Cora Scott was born on April 21, 1840, near Cuba, New York. At her birth she had a caul over her face, an intact amniotic sac which is thought in some folk religions to indicate special powers. Her parents, though initially Presbyterian, became interested in the Universalist religion, and in early 1851 joined the Hopedale Community, an intentional community in Hopedale, Massachusetts. Led by Adin Ballou, the community was committed to abolitionism, temperance, socialism, and nonviolence. Finding Hopedale too crowded, the Scott family moved to Waterloo, Wisconsin later that year to found a similar intentional community, with the blessings of Adin Ballou. It was there, in early 1852, that Cora first exhibited her ability to fall into a trance and write messages and speak in ways very unlike herself. Her parents soon began to exhibit her to the surrounding country, and in this way she became a part of the network of trance lecturers that characterized the Spiritualist movement.

Cora's father died in 1853, and in 1854 she moved to Buffalo, New York and became well known among the most important Spiritualists in the country. By the age of 15, she was making public appearances in which she spoke with "supernatural eloquence" on almost any topic put forward by the audience, all while claiming to be in a trance. Contemporary audiences found the spectacle itself incredible: a very young and pretty girl declaiming with authority on esoteric subjects; it was enough to convince many people that she was indeed a channel for spirits.

Her first husband, whom she married at age 16, was the professional mesmerist Benjamin Franklin Hatch. Over 30 years her senior, Hatch was a skilled showman who managed Cora in order to maximize revenue, much to the dismay of serious spiritualists. The marriage ended bitterly, but since the period of their marriage coincided with her greatest fame, Cora is best known as Cora Hatch. A British traveller, John A. Nicholls, who saw her speak in 1857 wrote, "commenced a flow of such rubbish as I think I never heard before; not one single idea, but, no doubt, a great command of mere words. I thought of Dickens's description of a woman commencing an address to Martin Chuzzlewit, 'Howls the sublime.' She talked about eternal melodies, and harmonies, and vibrations, and astronomy, geology, botany, painting, sculpture, everything."

In 1865 she married Nathan W. Daniels.

On May 10, 1874, Cora L. V. Tappan delivered an inspirational discourse at Cleveland Hall, London. The next week Judge John W. Edmonds delivered an address to a large audience in Cleveland Hall through Mrs. Tappan as medium. The judge had died less than two months earlier. Charles Maurice Davies wrote that year,

The reigning favourite at present in London is Mrs. Cora Tappan, who was better known as a medium in America by her maiden name of Cora Hatch. She came out with considerable éclat at St. George's Hall, after which she drifted to Weston's Music Hall in Holborn, in which slightly incongruous locality she set up her "Spiritual Church". Now she has abandoned the ecclesiastical title, and hangs out at Cleveland Hall, somewhere down a slum by Fitzroy Square.
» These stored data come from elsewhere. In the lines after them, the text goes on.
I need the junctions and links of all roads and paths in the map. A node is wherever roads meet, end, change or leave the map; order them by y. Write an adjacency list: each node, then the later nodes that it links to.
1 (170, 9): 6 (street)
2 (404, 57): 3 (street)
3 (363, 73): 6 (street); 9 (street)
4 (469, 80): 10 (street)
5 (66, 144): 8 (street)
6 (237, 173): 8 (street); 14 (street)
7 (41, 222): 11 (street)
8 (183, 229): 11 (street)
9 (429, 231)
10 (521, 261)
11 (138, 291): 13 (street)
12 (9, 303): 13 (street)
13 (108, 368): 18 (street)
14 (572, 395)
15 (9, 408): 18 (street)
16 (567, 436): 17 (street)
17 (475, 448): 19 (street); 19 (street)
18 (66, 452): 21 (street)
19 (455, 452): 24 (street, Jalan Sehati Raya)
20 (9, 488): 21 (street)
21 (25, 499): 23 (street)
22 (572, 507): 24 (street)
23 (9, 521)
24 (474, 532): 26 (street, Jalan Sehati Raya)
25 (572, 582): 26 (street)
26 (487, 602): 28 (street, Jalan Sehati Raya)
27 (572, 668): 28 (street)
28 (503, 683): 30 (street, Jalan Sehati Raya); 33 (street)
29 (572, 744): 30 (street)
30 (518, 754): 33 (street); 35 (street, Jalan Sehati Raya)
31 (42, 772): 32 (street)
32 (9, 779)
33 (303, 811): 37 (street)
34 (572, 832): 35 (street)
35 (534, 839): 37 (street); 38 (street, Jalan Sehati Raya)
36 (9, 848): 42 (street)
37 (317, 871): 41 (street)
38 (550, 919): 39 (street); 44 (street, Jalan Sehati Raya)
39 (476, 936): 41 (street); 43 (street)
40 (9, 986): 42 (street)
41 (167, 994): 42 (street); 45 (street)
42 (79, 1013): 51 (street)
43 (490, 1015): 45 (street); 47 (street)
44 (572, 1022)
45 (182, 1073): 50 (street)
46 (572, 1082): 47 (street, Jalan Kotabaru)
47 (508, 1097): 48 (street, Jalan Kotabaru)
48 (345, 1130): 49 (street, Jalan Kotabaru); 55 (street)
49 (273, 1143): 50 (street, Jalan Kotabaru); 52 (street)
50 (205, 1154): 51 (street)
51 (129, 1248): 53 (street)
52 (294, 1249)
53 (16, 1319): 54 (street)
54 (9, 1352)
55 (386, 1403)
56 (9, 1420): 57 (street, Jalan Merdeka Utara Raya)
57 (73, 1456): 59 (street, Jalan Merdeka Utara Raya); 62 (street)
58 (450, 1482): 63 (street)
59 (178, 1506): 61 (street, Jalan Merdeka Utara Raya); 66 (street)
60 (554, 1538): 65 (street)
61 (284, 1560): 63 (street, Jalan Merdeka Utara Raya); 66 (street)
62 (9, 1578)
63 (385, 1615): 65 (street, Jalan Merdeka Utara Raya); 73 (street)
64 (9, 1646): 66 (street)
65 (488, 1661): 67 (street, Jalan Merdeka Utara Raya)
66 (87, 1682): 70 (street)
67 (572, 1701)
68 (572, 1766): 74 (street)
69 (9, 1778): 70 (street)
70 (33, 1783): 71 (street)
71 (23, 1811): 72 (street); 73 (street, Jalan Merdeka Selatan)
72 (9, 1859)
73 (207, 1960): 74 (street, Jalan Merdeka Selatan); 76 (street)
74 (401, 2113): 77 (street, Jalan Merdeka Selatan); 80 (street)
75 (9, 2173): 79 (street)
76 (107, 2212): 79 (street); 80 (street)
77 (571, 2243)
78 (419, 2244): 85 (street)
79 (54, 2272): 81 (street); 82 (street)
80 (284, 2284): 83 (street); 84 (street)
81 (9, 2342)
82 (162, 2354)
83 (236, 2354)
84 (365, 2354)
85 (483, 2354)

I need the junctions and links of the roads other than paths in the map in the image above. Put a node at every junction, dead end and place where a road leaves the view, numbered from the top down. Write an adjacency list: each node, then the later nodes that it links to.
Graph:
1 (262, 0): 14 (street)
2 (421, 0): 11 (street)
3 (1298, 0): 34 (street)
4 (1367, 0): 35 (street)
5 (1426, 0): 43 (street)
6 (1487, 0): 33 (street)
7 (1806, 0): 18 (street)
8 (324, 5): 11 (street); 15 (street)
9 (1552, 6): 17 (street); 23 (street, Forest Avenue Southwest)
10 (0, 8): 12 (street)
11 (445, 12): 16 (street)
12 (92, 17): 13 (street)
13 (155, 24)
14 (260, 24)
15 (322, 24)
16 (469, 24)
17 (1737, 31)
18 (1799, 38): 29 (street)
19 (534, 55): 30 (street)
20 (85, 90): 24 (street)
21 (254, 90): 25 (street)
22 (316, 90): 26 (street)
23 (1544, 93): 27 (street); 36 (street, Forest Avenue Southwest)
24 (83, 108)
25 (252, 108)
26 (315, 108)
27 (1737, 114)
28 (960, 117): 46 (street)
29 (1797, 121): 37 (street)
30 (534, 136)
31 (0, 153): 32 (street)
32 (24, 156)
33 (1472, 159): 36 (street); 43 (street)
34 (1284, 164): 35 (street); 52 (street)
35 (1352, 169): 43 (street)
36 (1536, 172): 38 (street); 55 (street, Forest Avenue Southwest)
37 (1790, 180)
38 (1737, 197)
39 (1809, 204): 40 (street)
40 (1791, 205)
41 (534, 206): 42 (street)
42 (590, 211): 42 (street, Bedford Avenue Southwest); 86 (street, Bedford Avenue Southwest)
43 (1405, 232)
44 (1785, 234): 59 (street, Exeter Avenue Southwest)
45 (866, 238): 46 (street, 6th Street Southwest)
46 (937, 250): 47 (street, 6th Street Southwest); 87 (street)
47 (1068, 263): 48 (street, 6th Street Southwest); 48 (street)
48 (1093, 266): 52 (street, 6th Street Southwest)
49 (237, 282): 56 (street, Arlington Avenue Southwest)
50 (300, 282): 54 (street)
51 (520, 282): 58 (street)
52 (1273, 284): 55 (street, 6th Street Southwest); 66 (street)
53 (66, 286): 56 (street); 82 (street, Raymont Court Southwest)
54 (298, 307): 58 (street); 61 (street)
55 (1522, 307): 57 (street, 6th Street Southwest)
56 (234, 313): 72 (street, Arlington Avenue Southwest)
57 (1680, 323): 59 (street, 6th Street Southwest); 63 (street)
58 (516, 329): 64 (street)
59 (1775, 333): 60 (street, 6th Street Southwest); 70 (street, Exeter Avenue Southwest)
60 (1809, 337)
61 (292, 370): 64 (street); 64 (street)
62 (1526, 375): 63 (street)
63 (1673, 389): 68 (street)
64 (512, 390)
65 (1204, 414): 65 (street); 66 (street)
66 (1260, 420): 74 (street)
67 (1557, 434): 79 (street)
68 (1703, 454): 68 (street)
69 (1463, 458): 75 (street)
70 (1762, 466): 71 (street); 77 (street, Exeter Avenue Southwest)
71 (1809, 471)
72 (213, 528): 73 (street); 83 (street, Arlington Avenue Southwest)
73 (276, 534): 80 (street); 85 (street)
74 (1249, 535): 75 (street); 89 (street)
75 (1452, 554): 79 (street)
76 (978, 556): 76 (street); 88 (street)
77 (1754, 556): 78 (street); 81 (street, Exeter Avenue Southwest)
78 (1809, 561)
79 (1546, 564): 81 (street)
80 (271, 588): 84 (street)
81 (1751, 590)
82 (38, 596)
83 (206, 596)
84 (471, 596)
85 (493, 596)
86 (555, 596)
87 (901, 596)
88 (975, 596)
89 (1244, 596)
Facilis descensus!

She returned to the United States in 1875, and became pastor of a Spiritualist church in Chicago. She would hold this position for the rest of her life. In 1878 she married William Richmond, who helped her by learning shorthand so he could record her lectures for publication.

In 1893 she delivered a presentation on Spiritualism at the Parliament of the World's Religions in Chicago.
That year she helped found the National Spiritualist Association, and was elected its first vice-president.
For the next twenty years she spoke at the Association's annual conference.

Cora Scott Richmond died at the age of 82 on January 3, 1923, in Chicago, Illinois.

==Beliefs==
Cora was a denier of evolution. In a number of lectures she dismissed evolution:

In fact, the weak points in the Darwinian theory are easily found out by the student of science or natural philosophy. One is, that he makes the doctrine of the theory of selection and evolution account for the existence of distinctive types. In our opinion this is most erroneous; there is no such progress going on in nature; there has never been known to be such a process in nature as the one type of existence ever becoming merged into or becoming another type. There is no change going on in the lower orders that are said to resemble man by which it is possible that they become future men. The gorilla and the ape, though resembling man in appearance, fail to resemble in any distinctive qualities of expressed intelligence, and there has never been known in the history of the world a specific change from the lower to the higher degree of existence. Besides, that which is said to be the organic and continuous property of evolution applies not to the change and transition from one type to another of existence, but to the perfection and development of the type already formed; so that if nature does select her types, it does not and has not been shown that she has ever confused those types, interblent them, or in anyway lost them, but persistently, sacredly preserved the germs of every specific type in existence up to the present time.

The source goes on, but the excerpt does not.